When it comes to trees and water, most people know that roots are somehow involved in drawing the water and nutrients from the earth, but that is most likely where the knowledge ends. However, if you go to seek for further information from Tree Care service in Palo Alto, you’ll soon find that tree biology is rather fascinating.
You think of trees, you think of wood, but do you also know that wood is actually a tissue? It’s called Xylem and consists of both living and dead tissue. It can be seen as a form of pipeline that allows water to travel from the roots, and through the trunk, all the way up the tree. It’s made of vessel elements which are part of the Xylem and largely made up of dead cell walls. These vessels are also connected with the small pores found on leaves which are referred to as stomata.
The system doesn’t end there. Right below the bark is another tissue layer – the Phloem. It’s responsible for taking the sugars out of the leaves and into the tissues with a dire need for it. But unlike Xylem which can also take water from bottom to top, the Phloem can directs its flow each way.
Filtering and Plumbing
You may have already expected something like this. After all, it’s similar to the way water moves around your own home. However, trees obviously differ from houses. For one, they are living organisms, and for them to move pull water from the ground, they require energy.Oftentimes, water will be far down and for the tree to reach it and suck it into its system, it would need to drain its energy reserves extremely quickly. To navigate around this issue, trees rely on two major natural phenomena, namely Osmosis and Capillary Action.
Osmosis describes the water’s tendency to flow from area with low solute concentration to areas with high solute concentration.

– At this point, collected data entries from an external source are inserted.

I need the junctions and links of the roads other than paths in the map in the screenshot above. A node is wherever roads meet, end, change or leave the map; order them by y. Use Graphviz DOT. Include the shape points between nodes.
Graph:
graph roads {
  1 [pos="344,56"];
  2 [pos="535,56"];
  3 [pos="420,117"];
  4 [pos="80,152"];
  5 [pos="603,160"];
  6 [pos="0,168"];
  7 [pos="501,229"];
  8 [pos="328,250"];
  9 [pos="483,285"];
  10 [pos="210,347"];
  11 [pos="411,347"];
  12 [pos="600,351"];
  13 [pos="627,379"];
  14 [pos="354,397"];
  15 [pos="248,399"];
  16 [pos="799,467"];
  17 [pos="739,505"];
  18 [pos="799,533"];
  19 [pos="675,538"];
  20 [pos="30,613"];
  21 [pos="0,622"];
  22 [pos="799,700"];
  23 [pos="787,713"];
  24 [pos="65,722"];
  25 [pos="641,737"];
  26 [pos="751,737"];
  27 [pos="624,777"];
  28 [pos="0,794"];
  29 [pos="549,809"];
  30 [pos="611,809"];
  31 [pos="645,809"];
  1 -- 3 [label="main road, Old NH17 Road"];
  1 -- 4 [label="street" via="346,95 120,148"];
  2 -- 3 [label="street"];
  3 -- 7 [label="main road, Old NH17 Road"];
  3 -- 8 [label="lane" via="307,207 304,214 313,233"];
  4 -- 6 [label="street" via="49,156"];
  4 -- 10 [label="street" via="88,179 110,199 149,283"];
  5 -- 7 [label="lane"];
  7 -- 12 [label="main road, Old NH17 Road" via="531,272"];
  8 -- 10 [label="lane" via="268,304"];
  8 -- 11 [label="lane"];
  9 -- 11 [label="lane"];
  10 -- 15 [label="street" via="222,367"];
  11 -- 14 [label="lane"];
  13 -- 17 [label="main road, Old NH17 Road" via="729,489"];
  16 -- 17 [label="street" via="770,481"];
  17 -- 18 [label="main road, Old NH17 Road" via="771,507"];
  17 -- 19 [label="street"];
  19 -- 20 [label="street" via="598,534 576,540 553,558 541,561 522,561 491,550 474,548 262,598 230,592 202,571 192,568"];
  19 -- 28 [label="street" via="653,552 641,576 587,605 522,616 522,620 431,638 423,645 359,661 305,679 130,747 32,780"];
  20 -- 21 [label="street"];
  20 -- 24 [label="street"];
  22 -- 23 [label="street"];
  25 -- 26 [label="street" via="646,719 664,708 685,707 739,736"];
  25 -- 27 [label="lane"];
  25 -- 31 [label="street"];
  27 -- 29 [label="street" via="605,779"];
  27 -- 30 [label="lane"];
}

Solute concentrations refers to the amount of particles dissolved in the water. And the way in which a tree makes use of this, is by keeping liquid with high solute concentration in their absorbing roots. This attracts the low solute concentrated water near the roots to move past the roots hair’s cell membrane and finally, into the Xylem.Capillary Action describes the water’s tendency to flow into narrow tubes, or in this case, the water molecules tendency to be more attracted to the walls of the vessels than to each other. Because of this, the water will start to move up inside the Xylem, though not very far.